“MAGic” was in the air during a celebration of early 19th-century British author Jane Austen at the Memorial Art Gallery’s Cutler Union Ballroom on April 29 in Rochester, NY for the 12th annual Jane Austen Ball.
The event was hosted by Country Dancers of Rochester (cdrochester.org) and the central and western New York region of the Jane Austen Society of North America (jasna.org). It is largest and most popular of the four English country balls held by CDR each year.
Over 80 dancers and several observers enjoyed the elegance of this Jane Austen Ball celebrated in Regency period attire. Guests were from the Finger Lakes region of New York, as well as Pennsylvania, New Jersey and Canada. The dance mistress was Judi Rivkin, of Ewing Township southwest of Princeton, New Jersey. Live music was performed by, Serendipity. Musicians were Barb Seppeler, of Newark, on piano; Laurie Giroux Williams, of Newark, on flute; and Molly Jaynes Wilson, of Rochester, on violin.

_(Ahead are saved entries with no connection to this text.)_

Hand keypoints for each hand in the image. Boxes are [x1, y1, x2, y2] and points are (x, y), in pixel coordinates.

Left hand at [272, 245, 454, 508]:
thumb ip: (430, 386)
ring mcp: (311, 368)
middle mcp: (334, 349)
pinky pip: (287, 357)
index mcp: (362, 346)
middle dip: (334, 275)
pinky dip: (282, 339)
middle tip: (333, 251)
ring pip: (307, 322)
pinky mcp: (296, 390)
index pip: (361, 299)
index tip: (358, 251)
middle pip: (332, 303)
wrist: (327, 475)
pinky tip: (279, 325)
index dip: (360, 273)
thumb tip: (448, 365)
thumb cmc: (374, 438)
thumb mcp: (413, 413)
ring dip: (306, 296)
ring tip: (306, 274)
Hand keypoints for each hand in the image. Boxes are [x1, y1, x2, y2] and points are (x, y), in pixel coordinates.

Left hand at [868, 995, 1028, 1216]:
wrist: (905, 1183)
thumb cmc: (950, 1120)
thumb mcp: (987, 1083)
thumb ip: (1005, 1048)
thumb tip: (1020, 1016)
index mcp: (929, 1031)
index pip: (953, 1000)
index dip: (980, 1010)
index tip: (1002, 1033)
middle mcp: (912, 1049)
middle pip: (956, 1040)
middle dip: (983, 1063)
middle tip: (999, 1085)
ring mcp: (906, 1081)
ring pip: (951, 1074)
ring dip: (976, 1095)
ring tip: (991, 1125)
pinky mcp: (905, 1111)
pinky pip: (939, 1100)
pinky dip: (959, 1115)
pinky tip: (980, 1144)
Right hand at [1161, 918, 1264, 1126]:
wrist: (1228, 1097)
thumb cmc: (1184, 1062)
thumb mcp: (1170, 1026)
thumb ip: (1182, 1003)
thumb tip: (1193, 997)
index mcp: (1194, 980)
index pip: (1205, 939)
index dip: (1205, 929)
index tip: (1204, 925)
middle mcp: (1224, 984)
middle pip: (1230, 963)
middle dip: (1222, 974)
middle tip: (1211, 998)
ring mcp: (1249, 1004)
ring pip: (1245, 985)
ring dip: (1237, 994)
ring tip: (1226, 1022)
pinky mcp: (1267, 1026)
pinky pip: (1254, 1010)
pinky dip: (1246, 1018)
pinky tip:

As was traditional during Jane Austen’s time, the afternoon’s dancing began with a stunning minuet performance of the passepied by Josephine Gaeffke, of Brighton, and Padraic Neville, of Fairport.
“Dancing the passepied with Josephine was wonderful, the hardest dance by far I’ve tried,” Neville said. “The musicians kept the constant fast tempo with the clearly defined notes we needed.”
Then, all the dancers opened the ball with the grand march. Workshops in the weeks leading up to the ball enabled attendees to learn 17 additional dances with amusing names like the “Rakes of Rochester,” “Trip to Tunbridge” and “Mr. Beveridge’s Maggot.”
Fancy Regency period attire was admired, but not required. Dancers experienced the fun and energy commonly seen in Jane Austen film adaptations like “Pride and Prejudice.” Chris Cassidy, event coordinator, thinks this ball covers, “the three Ms: movement, music and merriment.” About a dozen CDR organizers handled a silent auction, ticket sales, a raffle, sound, TV publicity, signage and printed program. The local region of the Jane Austen Society of North America subsidized the student tickets.
“To me it’s all about community building and sharing with each other,” Rivkin said.
A few couples said, “I have never missed a Jane Austen Ball.” Another said, “I wouldn’t miss this for the world.” This unique dance and literary experience enriches the quality of life for the Finger Lakes region and beyond.